- _The data_
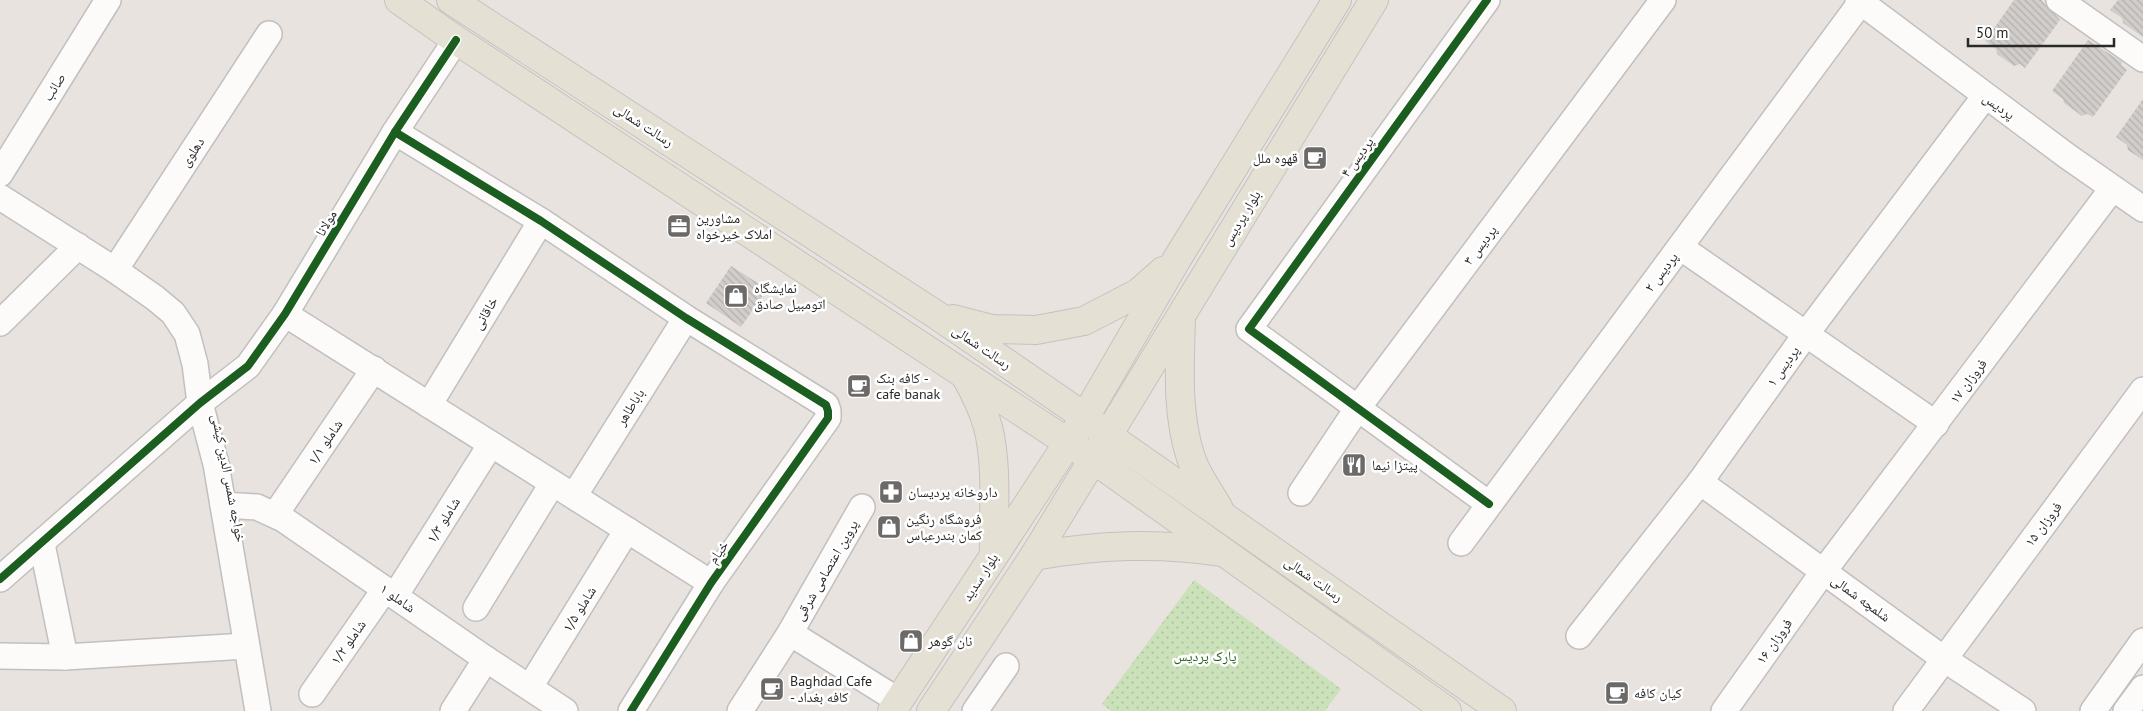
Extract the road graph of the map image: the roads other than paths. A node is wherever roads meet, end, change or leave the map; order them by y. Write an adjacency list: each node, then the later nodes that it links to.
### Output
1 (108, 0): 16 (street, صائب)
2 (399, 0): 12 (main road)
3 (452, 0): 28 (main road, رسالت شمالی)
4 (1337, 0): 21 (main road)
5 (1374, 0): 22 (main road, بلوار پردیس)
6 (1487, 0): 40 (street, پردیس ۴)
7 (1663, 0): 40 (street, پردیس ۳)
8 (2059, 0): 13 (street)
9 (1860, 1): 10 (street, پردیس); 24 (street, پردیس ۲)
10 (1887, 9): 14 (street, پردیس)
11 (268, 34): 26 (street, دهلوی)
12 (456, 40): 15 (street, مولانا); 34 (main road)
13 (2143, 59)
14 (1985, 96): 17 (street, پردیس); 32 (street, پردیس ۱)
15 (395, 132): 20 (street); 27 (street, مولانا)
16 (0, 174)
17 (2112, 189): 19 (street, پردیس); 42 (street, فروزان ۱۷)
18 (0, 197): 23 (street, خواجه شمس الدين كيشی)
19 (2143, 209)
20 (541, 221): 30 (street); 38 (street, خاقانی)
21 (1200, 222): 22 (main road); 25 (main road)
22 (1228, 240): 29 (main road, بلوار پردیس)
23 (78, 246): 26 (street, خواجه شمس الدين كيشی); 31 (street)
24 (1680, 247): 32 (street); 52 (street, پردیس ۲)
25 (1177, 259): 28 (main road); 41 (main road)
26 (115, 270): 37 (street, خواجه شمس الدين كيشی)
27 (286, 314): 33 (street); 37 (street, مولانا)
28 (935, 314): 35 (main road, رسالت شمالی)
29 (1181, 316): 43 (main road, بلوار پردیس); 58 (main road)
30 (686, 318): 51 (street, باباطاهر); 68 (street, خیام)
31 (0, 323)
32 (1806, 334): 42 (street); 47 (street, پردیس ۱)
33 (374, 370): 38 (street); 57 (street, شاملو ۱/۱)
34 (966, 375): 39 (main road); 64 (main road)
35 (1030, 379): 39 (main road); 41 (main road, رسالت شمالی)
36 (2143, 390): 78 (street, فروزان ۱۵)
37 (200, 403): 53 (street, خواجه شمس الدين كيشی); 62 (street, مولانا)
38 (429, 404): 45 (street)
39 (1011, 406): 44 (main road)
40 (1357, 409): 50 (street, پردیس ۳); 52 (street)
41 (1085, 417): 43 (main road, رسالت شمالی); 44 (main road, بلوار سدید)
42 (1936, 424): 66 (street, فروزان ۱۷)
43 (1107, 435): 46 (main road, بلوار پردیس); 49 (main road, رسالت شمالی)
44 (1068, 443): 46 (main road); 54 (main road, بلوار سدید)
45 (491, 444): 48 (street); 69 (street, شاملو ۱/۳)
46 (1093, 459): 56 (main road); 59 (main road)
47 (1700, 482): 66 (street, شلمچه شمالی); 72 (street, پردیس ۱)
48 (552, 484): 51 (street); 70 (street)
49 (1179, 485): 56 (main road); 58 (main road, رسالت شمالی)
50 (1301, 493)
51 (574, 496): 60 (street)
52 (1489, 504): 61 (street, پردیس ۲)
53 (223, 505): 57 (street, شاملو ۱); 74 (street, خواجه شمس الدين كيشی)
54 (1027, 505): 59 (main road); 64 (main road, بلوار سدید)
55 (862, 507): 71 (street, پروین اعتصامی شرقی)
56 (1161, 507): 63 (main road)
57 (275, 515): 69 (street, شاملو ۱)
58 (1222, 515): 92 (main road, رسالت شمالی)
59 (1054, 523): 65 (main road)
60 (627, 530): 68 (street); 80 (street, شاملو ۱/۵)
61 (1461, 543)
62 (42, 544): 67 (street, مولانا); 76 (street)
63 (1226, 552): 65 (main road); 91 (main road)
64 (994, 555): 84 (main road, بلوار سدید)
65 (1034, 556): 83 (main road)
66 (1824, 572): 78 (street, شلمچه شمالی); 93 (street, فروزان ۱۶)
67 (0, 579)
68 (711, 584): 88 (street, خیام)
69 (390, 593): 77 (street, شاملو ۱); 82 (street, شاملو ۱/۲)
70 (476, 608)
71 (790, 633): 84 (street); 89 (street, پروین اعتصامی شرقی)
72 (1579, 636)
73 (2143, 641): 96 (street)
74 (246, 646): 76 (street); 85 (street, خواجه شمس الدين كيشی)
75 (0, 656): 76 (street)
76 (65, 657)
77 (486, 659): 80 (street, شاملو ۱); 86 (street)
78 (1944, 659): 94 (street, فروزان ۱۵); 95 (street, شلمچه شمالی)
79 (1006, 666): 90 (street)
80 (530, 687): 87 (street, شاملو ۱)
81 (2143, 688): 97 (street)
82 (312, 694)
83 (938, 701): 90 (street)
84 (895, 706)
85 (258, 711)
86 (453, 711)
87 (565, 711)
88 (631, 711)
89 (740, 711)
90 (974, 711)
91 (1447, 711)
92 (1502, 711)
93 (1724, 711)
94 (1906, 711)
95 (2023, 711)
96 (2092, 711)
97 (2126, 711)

- _Work instruction_
Set down every entry above without alteration, but print no images.

- _Exercise result_
Extract the road graph of the map image: the roads other than paths. A node is wherever roads meet, end, change or leave the map; order them by y. Write an adjacency list: each node, then the later nodes that it links to.
### Output
1 (108, 0): 16 (street, صائب)
2 (399, 0): 12 (main road)
3 (452, 0): 28 (main road, رسالت شمالی)
4 (1337, 0): 21 (main road)
5 (1374, 0): 22 (main road, بلوار پردیس)
6 (1487, 0): 40 (street, پردیس ۴)
7 (1663, 0): 40 (street, پردیس ۳)
8 (2059, 0): 13 (street)
9 (1860, 1): 10 (street, پردیس); 24 (street, پردیس ۲)
10 (1887, 9): 14 (street, پردیس)
11 (268, 34): 26 (street, دهلوی)
12 (456, 40): 15 (street, مولانا); 34 (main road)
13 (2143, 59)
14 (1985, 96): 17 (street, پردیس); 32 (street, پردیس ۱)
15 (395, 132): 20 (street); 27 (street, مولانا)
16 (0, 174)
17 (2112, 189): 19 (street, پردیس); 42 (street, فروزان ۱۷)
18 (0, 197): 23 (street, خواجه شمس الدين كيشی)
19 (2143, 209)
20 (541, 221): 30 (street); 38 (street, خاقانی)
21 (1200, 222): 22 (main road); 25 (main road)
22 (1228, 240): 29 (main road, بلوار پردیس)
23 (78, 246): 26 (street, خواجه شمس الدين كيشی); 31 (street)
24 (1680, 247): 32 (street); 52 (street, پردیس ۲)
25 (1177, 259): 28 (main road); 41 (main road)
26 (115, 270): 37 (street, خواجه شمس الدين كيشی)
27 (286, 314): 33 (street); 37 (street, مولانا)
28 (935, 314): 35 (main road, رسالت شمالی)
29 (1181, 316): 43 (main road, بلوار پردیس); 58 (main road)
30 (686, 318): 51 (street, باباطاهر); 68 (street, خیام)
31 (0, 323)
32 (1806, 334): 42 (street); 47 (street, پردیس ۱)
33 (374, 370): 38 (street); 57 (street, شاملو ۱/۱)
34 (966, 375): 39 (main road); 64 (main road)
35 (1030, 379): 39 (main road); 41 (main road, رسالت شمالی)
36 (2143, 390): 78 (street, فروزان ۱۵)
37 (200, 403): 53 (street, خواجه شمس الدين كيشی); 62 (street, مولانا)
38 (429, 404): 45 (street)
39 (1011, 406): 44 (main road)
40 (1357, 409): 50 (street, پردیس ۳); 52 (street)
41 (1085, 417): 43 (main road, رسالت شمالی); 44 (main road, بلوار سدید)
42 (1936, 424): 66 (street, فروزان ۱۷)
43 (1107, 435): 46 (main road, بلوار پردیس); 49 (main road, رسالت شمالی)
44 (1068, 443): 46 (main road); 54 (main road, بلوار سدید)
45 (491, 444): 48 (street); 69 (street, شاملو ۱/۳)
46 (1093, 459): 56 (main road); 59 (main road)
47 (1700, 482): 66 (street, شلمچه شمالی); 72 (street, پردیس ۱)
48 (552, 484): 51 (street); 70 (street)
49 (1179, 485): 56 (main road); 58 (main road, رسالت شمالی)
50 (1301, 493)
51 (574, 496): 60 (street)
52 (1489, 504): 61 (street, پردیس ۲)
53 (223, 505): 57 (street, شاملو ۱); 74 (street, خواجه شمس الدين كيشی)
54 (1027, 505): 59 (main road); 64 (main road, بلوار سدید)
55 (862, 507): 71 (street, پروین اعتصامی شرقی)
56 (1161, 507): 63 (main road)
57 (275, 515): 69 (street, شاملو ۱)
58 (1222, 515): 92 (main road, رسالت شمالی)
59 (1054, 523): 65 (main road)
60 (627, 530): 68 (street); 80 (street, شاملو ۱/۵)
61 (1461, 543)
62 (42, 544): 67 (street, مولانا); 76 (street)
63 (1226, 552): 65 (main road); 91 (main road)
64 (994, 555): 84 (main road, بلوار سدید)
65 (1034, 556): 83 (main road)
66 (1824, 572): 78 (street, شلمچه شمالی); 93 (street, فروزان ۱۶)
67 (0, 579)
68 (711, 584): 88 (street, خیام)
69 (390, 593): 77 (street, شاملو ۱); 82 (street, شاملو ۱/۲)
70 (476, 608)
71 (790, 633): 84 (street); 89 (street, پروین اعتصامی شرقی)
72 (1579, 636)
73 (2143, 641): 96 (street)
74 (246, 646): 76 (street); 85 (street, خواجه شمس الدين كيشی)
75 (0, 656): 76 (street)
76 (65, 657)
77 (486, 659): 80 (street, شاملو ۱); 86 (street)
78 (1944, 659): 94 (street, فروزان ۱۵); 95 (street, شلمچه شمالی)
79 (1006, 666): 90 (street)
80 (530, 687): 87 (street, شاملو ۱)
81 (2143, 688): 97 (street)
82 (312, 694)
83 (938, 701): 90 (street)
84 (895, 706)
85 (258, 711)
86 (453, 711)
87 (565, 711)
88 (631, 711)
89 (740, 711)
90 (974, 711)
91 (1447, 711)
92 (1502, 711)
93 (1724, 711)
94 (1906, 711)
95 (2023, 711)
96 (2092, 711)
97 (2126, 711)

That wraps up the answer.